También movió su cuerpo, posicionándose encima de él mientras maravillaba la fisiología de su cuerpo.
Estaba duro de nuevo, y ella estaba ansiosa por más de él dentro de ella.
Frotando su húmeda e insatisfecha entrepierna contra su erecto miembro, él gimió de placer justo cuando ella selló sus labios con los de él.
Ella absorbió todos sus gemidos en su propia boca, profundizando su beso mientras sus jugos se derramaban sobre su entrepierna.
Devorando sus labios como una vixen salvaje en celo, Xenia movió sus caderas hacia arriba y engulló su duro miembro dentro de su núcleo.
Ambos gemían sobre los labios del otro, su cuerpo balanceándolo fuertemente mientras botaba arriba y abajo a su gusto.
Tomando la iniciativa, Darío sujetó firmemente sus nalgas, guiándola en sus movimientos mientras ella restregaba sus caderas contra los suyos.
—Estás cada vez mejor montándome, mi amor —Darío susurró en su oído.
Rehusándose a quedarse atrás, él se movió, abrazándola firmemente mientras se sentaba con ella continuando meciendo sus caderas contra las suyas.
Empujándola un poco de él por un momento, se deleitó con sus montes incluso mientras ella tomaba todo de él en su interior agresivamente.
Sin vergüenza alguna, Xenia agarró su cabello mientras seguía penetrándose más profundo, más fuerte y más rápido en su amado.
—Ahhh… Darío… —Ella gemía su nombre varias veces mientras el placer por todo su cuerpo la llevaba al límite.
Sus labios constantemente mordisqueaban sus picos, lamiendo y succionando, y combinado con su masiva verga, era demasiado.
Inevitablemente, no pudo soportarlo más mientras otra ola de euforia amenazaba con estallar desde dentro de ella.
Presintiendo su clímax inminente, Darío se compenetraba con su ritmo.
Se embistió dentro y fuera de ella, moviéndose más rápido… más fuerte… más profundo…
—Xen… estoy llegando… —jadeaba.
Esperando hasta que su cuerpo se convulsionara, Darío pronto la siguió en su clímax, liberando toda su caliente semilla profundamente en su ya llenado vientre.

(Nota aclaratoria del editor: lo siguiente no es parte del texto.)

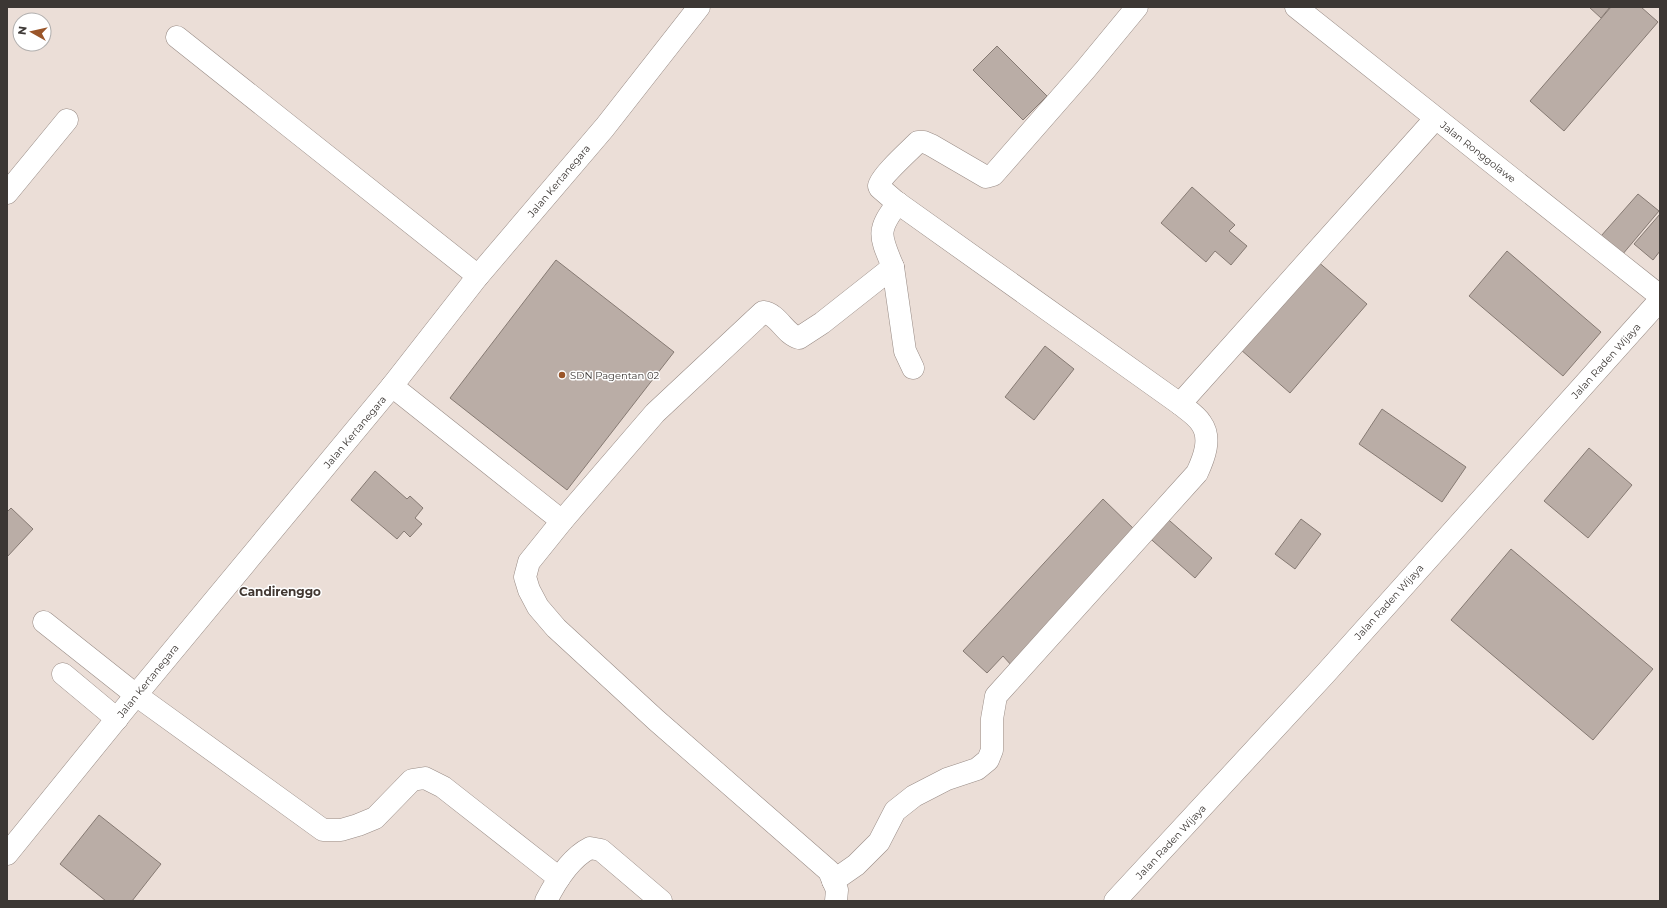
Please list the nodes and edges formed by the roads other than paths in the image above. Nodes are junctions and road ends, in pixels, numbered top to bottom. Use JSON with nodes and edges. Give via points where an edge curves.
{"nodes":[{"id":1,"x":699,"y":7,"type":"edge"},
{"id":2,"x":1137,"y":7,"type":"edge"},
{"id":3,"x":1296,"y":7,"type":"edge"},
{"id":4,"x":177,"y":37,"type":"dead end"},
{"id":5,"x":1435,"y":119,"type":"junction"},
{"id":6,"x":67,"y":120,"type":"dead end"},
{"id":7,"x":7,"y":193,"type":"edge"},
{"id":8,"x":898,"y":203,"type":"junction"},
{"id":9,"x":893,"y":267,"type":"junction"},
{"id":10,"x":478,"y":276,"type":"junction"},
{"id":11,"x":1660,"y":296,"type":"edge"},
{"id":12,"x":1660,"y":300,"type":"edge"},
{"id":13,"x":913,"y":368,"type":"dead end"},
{"id":14,"x":392,"y":386,"type":"junction"},
{"id":15,"x":1180,"y":404,"type":"junction"},
{"id":16,"x":562,"y":521,"type":"junction"},
{"id":17,"x":44,"y":622,"type":"dead end"},
{"id":18,"x":63,"y":674,"type":"dead end"},
{"id":19,"x":136,"y":695,"type":"junction"},
{"id":20,"x":117,"y":719,"type":"junction"},
{"id":21,"x":7,"y":854,"type":"edge"},
{"id":22,"x":559,"y":878,"type":"junction"},
{"id":23,"x":835,"y":891,"type":"edge"},
{"id":24,"x":546,"y":901,"type":"edge"},
{"id":25,"x":661,"y":901,"type":"edge"},
{"id":26,"x":1115,"y":901,"type":"edge"}],
"edges":[{"from":1,"to":10,"type":"street","name":"Jalan Kertanegara","via":[[605,127]]},
{"from":2,"to":8,"type":"street","via":[[993,175],[986,177],[924,142],[918,142],[879,182],[880,188]]},
{"from":3,"to":5,"type":"street","name":"Jalan Ronggolawe"},
{"from":4,"to":10,"type":"street"},
{"from":5,"to":11,"type":"street","name":"Jalan Ronggolawe"},
{"from":5,"to":15,"type":"street"},
{"from":6,"to":7,"type":"street"},
{"from":8,"to":9,"type":"street","via":[[883,226],[882,234],[882,243]]},
{"from":8,"to":15,"type":"street"},
{"from":9,"to":13,"type":"street","via":[[905,351]]},
{"from":9,"to":16,"type":"street","via":[[799,338],[770,313],[763,312],[655,413]]},
{"from":10,"to":14,"type":"street","name":"Jalan Kertanegara"},
{"from":12,"to":26,"type":"street","name":"Jalan Raden Wijaya","via":[[1325,674]]},
{"from":14,"to":16,"type":"street"},
{"from":14,"to":19,"type":"street","name":"Jalan Kertanegara"},
{"from":15,"to":23,"type":"street","via":[[1201,423],[1206,438],[1206,455],[1197,473],[996,696],[992,719],[992,750],[988,760],[977,769],[914,796],[895,811],[879,842]]},
{"from":16,"to":23,"type":"street","via":[[529,562],[525,577],[538,607],[556,628],[656,720],[829,871]]},
{"from":17,"to":19,"type":"street"},
{"from":18,"to":20,"type":"street"},
{"from":19,"to":20,"type":"street","name":"Jalan Kertanegara"},
{"from":19,"to":22,"type":"street","via":[[323,830],[342,830],[375,818],[412,780],[425,778],[443,787]]},
{"from":20,"to":21,"type":"street","name":"Jalan Kertanegara"},
{"from":22,"to":24,"type":"street"},
{"from":22,"to":25,"type":"street","via":[[581,853],[590,848],[601,850]]}]}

—¿Estamos compensando por los próximos días de celibato, mi rey?
—Xenia bromeó entre susurros mientras abrazaba a Darío con fuerza.
—En efecto, mi amor.
Creo que esta noche ni siquiera será suficiente para todo, así que prepárate en cuanto termine tu entrenamiento… —Darío amenazó, pero sonó más como una dulce invitación en los oídos de Xenia.
A ella realmente no le importaba.
Amenaza o no, no le importaría ser devastada por él de cualquier manera.